健康寿命は「高齢者が自立を失う年齢の平均」ではない
また、全世代に回答を求めている(若い世代の回答も含まれている)わけですから、高齢者が自分の健康な期間を知るために参照するにはそもそも相応しくないと言ってもいいでしょう。
一般には、健康寿命を「要介護にならずに、自立生活が可能な期間」といった捉え方をしている人が多いと思いますが、このような捉え方とは無関係な数字なのです。さらに言えば、「平均寿命」をこのような広告に用いるのはまったく適切ではありません。
平均寿命というのは、「ゼロ歳の子が平均的に何歳まで生きそうか」という数値であって、もう何十年も生きている人には何の関係もないからです。
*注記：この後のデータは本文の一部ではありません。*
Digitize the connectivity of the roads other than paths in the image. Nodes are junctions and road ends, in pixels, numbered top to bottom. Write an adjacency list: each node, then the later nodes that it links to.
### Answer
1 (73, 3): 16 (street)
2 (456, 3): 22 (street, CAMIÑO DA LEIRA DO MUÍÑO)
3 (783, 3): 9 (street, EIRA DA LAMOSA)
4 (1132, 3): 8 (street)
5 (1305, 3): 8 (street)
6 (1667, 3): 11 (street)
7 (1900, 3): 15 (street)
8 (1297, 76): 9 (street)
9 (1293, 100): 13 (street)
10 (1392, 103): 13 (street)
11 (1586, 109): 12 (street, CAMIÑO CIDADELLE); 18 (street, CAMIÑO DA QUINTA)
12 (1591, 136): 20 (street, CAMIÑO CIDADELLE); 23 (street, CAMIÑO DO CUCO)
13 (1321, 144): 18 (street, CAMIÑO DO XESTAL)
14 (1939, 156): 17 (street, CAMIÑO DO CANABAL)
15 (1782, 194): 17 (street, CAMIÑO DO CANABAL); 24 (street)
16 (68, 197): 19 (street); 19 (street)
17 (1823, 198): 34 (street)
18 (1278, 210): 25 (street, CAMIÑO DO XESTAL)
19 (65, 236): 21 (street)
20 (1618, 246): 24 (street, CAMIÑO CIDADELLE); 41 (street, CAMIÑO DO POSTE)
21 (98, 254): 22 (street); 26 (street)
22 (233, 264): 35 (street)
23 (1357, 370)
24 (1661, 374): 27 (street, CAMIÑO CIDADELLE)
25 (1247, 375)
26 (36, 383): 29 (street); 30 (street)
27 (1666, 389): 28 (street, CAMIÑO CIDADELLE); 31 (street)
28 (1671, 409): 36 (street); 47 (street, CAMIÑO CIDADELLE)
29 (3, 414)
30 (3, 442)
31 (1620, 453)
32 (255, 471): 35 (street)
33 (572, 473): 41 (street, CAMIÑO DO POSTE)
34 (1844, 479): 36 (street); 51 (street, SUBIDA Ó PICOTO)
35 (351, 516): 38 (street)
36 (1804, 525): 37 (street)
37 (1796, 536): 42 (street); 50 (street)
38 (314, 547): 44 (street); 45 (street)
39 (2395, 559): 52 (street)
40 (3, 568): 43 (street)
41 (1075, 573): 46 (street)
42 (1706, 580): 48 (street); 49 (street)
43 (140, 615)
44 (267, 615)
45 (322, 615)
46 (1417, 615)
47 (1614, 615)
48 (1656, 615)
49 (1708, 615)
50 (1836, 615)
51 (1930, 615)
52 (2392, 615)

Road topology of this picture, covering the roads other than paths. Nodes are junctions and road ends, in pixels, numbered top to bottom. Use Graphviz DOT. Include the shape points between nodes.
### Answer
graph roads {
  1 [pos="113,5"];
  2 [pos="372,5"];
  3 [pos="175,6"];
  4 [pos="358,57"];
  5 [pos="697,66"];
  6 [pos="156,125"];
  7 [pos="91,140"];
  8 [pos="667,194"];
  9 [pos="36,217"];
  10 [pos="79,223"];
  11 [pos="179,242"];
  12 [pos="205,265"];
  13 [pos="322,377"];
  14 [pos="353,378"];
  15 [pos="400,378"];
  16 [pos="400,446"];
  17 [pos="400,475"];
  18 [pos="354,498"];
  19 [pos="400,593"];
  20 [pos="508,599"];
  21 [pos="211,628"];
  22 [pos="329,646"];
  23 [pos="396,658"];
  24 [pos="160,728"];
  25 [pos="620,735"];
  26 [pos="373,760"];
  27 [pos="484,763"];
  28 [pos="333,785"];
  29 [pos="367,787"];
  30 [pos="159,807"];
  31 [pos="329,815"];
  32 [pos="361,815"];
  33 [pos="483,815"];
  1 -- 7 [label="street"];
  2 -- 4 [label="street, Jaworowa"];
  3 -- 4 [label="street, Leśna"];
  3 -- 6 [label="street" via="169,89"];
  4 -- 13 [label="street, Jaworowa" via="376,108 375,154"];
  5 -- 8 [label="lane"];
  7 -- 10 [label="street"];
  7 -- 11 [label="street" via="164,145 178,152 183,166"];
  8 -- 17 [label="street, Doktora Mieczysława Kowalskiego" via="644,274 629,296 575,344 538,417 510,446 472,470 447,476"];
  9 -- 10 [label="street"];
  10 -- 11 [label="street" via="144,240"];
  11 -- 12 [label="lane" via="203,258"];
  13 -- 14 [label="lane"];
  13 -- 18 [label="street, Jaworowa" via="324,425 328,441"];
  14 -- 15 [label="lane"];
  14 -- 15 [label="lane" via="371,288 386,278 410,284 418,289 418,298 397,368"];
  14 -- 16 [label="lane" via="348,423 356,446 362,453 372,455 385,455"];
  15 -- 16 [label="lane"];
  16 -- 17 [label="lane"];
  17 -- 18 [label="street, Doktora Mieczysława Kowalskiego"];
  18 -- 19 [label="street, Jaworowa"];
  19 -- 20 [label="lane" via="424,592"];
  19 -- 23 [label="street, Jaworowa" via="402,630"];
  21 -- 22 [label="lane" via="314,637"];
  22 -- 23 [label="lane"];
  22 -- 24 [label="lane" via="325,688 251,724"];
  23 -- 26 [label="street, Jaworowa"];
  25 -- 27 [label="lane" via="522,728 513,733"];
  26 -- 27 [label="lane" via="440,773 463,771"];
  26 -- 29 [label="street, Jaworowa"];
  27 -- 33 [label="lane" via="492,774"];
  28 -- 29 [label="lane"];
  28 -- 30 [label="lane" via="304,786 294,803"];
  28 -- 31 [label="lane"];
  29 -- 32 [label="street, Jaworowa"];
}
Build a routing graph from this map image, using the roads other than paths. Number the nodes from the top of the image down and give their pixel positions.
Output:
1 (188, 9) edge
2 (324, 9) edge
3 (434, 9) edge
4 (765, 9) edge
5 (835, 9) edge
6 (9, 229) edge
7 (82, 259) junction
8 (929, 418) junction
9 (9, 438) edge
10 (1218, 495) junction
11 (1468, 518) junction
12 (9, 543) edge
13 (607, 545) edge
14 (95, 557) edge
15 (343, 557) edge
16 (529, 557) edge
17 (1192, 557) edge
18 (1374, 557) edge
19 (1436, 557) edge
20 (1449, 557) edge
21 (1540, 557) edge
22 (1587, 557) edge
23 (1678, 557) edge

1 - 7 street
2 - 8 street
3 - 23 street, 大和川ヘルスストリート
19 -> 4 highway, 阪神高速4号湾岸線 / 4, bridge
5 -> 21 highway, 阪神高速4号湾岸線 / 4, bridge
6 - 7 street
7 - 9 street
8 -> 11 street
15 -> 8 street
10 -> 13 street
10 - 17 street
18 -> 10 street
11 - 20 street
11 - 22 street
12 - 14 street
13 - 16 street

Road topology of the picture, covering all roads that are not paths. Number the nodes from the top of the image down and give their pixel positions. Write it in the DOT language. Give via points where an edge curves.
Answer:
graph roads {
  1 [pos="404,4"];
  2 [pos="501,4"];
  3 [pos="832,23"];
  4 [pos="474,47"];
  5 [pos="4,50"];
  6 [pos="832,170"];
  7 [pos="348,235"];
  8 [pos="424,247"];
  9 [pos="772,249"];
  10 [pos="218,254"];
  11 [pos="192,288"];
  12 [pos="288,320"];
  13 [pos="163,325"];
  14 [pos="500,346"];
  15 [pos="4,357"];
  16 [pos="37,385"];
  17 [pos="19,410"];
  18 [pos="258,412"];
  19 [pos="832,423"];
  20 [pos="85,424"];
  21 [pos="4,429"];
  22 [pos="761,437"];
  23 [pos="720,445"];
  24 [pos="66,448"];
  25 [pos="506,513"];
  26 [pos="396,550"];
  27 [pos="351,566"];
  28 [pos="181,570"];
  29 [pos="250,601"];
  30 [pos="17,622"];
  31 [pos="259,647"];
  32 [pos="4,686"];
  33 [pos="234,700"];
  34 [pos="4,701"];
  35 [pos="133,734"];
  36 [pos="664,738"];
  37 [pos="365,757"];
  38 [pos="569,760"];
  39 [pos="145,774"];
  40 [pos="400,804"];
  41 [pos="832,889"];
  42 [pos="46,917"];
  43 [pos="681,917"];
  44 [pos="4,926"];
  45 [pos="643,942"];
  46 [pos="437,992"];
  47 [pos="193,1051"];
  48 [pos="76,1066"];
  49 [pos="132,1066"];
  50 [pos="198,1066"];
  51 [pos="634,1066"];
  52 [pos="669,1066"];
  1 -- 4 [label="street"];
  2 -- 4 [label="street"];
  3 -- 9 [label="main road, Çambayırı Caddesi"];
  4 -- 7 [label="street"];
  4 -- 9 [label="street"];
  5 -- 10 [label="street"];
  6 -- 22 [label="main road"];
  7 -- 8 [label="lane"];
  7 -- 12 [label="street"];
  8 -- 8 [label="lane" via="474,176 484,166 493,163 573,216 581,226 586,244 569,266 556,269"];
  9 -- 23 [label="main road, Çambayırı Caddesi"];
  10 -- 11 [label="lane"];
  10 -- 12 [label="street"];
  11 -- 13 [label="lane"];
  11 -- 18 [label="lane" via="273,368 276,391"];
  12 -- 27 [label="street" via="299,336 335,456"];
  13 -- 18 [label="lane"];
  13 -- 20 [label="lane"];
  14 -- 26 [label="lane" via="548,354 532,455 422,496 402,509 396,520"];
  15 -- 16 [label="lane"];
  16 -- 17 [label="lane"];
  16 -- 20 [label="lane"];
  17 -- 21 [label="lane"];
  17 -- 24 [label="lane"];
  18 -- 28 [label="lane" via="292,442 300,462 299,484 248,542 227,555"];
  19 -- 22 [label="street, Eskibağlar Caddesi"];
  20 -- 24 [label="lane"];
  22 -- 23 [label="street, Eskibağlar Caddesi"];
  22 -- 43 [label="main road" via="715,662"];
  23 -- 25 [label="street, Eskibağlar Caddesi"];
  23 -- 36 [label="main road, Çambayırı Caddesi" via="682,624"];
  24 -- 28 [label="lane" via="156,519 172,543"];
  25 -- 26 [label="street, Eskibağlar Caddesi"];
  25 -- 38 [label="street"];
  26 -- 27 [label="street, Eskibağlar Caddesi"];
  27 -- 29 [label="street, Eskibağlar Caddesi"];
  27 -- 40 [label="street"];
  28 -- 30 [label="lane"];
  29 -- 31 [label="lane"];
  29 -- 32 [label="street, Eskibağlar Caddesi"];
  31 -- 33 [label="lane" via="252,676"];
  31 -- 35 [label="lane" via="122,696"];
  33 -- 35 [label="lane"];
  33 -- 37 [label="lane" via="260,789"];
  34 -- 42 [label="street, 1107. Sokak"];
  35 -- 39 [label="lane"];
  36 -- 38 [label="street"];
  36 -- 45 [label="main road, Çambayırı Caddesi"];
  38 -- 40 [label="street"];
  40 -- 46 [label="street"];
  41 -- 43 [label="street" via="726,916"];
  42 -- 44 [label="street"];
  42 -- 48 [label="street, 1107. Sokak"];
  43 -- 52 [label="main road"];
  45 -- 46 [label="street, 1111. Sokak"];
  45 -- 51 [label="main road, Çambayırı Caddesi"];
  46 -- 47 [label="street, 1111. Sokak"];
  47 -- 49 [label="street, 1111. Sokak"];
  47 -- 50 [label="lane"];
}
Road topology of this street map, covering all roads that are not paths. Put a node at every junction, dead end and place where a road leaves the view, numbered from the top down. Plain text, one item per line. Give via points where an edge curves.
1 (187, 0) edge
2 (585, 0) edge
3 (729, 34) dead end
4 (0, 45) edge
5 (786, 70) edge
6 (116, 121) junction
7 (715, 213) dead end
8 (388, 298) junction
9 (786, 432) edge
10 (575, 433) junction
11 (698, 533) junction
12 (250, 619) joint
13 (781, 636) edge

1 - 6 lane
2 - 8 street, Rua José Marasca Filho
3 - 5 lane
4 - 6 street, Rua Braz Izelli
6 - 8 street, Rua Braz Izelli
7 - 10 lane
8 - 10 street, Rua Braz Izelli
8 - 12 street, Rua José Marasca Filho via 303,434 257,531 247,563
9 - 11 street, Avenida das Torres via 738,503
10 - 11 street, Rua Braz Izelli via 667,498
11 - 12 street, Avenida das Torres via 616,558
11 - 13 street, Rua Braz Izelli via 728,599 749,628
自分の年齢だと平均的にあと何年生きるかは、毎年発表される「簡易生命表」から知ることができます。
たとえば、2020年時点で、65歳の男性の平均余命は19.8年ですから、平均的に85歳まで寿命があるということです。女性では同じく24.6年なので、90歳近くになります。
悪気はないのでしょうが、あのような広告は、高齢者には何の関係もない「平均寿命」を用いていること、また、調査方法によってかなり短く出てしまう「健康寿命」をまるで「高齢者が自立を失う年齢の平均」であるかのように使っているという二点で、ひどいミスリードと言わざるを得ません。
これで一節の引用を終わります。